3 Universal Thermosensors v Hibben [1992] 1 WLR 840.
4 Telstra New Zealand Holdings Ltd v Commissioner of Inland Revenue (2011) 25 NZTC 20-010.
(b)There has never been any evidence produced that would support a claim based on the undertaking of damages.
[27] On the latter point, following a short adjournment to allow Mr Collecut to take instructions, Mr Collecutt produced an exhibit P to the affidavit of Shirley Anne Carver of 29 November 2010 and Garry Desmond Stewart of 29 November 2010. That exhibit records a proposal to retire debt whereby the trustees indicated a desire to sell one of their properties (112 Wisley Road), which would enable them to discharge the $250,000 owing under the summary judgment together with other debt.
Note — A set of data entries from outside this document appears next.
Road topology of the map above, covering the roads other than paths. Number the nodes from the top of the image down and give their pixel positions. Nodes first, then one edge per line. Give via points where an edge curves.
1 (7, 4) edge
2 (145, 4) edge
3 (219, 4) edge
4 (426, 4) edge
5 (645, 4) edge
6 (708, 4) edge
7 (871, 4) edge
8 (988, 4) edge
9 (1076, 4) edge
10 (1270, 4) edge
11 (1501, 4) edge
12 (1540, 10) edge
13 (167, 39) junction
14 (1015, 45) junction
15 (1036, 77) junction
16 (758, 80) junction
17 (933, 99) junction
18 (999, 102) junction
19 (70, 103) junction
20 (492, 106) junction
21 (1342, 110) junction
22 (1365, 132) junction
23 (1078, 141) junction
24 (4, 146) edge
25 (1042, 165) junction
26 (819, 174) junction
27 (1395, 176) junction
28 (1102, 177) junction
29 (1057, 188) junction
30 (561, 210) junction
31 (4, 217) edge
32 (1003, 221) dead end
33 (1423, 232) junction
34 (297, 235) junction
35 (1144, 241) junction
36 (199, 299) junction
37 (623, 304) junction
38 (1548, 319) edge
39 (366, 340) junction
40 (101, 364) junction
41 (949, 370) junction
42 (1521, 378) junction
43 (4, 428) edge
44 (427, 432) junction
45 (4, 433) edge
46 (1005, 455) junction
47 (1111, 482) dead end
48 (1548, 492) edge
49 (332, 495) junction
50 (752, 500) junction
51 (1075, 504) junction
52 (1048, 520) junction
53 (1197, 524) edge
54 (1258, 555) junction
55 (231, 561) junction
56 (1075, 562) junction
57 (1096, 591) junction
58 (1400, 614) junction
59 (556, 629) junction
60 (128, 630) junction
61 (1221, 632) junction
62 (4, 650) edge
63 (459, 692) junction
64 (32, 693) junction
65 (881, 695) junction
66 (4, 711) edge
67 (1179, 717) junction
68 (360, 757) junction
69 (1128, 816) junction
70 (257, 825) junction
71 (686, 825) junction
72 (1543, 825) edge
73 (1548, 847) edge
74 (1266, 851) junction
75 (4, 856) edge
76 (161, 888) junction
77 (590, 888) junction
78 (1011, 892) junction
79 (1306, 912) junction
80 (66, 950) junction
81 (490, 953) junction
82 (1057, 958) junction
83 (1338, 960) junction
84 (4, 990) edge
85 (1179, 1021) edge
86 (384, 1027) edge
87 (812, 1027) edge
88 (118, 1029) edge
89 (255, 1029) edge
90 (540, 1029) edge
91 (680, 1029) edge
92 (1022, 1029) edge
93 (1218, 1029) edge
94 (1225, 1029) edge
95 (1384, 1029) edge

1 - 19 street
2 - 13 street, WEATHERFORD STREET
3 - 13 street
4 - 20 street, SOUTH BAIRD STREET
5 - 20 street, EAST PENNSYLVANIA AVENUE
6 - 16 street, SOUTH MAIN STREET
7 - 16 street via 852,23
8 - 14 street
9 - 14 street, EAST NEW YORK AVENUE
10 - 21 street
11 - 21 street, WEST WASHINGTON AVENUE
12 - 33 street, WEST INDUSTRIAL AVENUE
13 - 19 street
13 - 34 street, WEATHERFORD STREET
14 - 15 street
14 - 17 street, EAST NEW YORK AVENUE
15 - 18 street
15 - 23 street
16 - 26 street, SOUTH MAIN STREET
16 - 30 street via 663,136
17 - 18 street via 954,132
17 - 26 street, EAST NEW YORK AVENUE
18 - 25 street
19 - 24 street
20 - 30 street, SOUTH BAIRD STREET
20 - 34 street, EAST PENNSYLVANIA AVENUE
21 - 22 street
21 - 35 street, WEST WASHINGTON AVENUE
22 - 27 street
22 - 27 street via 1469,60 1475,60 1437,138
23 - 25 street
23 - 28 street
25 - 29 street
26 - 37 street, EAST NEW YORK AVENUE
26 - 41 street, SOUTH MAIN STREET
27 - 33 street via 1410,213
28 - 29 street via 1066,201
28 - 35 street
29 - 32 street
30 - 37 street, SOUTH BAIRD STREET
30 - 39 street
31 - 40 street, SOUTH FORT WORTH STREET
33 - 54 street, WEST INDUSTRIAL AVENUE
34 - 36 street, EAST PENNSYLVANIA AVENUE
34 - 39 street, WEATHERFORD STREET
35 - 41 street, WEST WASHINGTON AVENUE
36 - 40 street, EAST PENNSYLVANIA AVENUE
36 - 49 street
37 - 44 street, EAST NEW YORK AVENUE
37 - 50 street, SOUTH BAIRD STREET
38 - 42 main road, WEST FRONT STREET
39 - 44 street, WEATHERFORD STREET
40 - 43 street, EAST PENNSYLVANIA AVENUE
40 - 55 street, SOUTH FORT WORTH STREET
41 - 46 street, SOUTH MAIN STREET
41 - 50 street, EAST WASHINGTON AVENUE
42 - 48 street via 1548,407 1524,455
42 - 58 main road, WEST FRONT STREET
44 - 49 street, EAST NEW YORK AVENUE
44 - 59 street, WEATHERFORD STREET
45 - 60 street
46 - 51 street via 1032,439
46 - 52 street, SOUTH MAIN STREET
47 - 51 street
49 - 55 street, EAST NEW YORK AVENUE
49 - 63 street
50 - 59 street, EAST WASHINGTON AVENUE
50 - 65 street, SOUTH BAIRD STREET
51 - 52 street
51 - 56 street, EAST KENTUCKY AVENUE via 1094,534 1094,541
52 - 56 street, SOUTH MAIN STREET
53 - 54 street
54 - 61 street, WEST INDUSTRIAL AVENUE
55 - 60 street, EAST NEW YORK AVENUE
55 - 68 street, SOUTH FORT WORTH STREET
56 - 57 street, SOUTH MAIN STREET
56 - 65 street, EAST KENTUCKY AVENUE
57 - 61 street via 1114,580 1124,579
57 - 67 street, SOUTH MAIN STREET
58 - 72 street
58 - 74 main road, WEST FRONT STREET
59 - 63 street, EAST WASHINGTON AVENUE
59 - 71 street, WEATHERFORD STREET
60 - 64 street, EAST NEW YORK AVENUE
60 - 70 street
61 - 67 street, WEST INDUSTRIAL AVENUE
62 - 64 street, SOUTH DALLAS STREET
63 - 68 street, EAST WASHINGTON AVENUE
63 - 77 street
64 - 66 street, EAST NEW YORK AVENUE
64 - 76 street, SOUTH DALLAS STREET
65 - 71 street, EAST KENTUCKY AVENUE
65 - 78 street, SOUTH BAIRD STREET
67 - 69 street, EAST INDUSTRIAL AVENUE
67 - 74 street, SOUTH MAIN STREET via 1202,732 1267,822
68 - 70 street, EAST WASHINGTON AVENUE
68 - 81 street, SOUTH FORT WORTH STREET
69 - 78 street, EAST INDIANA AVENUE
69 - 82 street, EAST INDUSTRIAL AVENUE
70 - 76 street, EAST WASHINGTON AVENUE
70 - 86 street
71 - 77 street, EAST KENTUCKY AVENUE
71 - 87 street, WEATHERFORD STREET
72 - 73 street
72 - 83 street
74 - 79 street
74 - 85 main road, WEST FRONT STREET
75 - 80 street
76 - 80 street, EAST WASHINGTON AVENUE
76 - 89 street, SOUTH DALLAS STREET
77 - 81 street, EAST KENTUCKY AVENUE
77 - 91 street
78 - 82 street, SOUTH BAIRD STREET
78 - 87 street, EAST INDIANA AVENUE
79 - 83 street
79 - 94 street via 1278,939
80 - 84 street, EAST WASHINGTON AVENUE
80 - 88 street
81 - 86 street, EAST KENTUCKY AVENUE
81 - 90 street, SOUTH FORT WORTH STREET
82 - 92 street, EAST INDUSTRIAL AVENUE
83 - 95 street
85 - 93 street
It was put to me by Mr Collecutt that this would have enabled them, if accepted by Mr Jack, to deal with creditors and avoid the wholesale disposal of the Trust’s assets.
[28] Mr Bryers stressed that I should put little weight on this document as it was not properly produced for the purposes of opposing or reversing discontinuance, but for some other purpose. Mr Collecutt retorts that had the defendants been given the appropriate opportunity to respond to a properly framed application, it would have come in at that point. As it happens, exhibit P was one of the documents attached to the voluminous affidavit of Ms Carver and the affidavit of Mr Stewart in support of the application to review. But to further complicate matters, according to Mr Bryers, Mr Jack never received this proposal.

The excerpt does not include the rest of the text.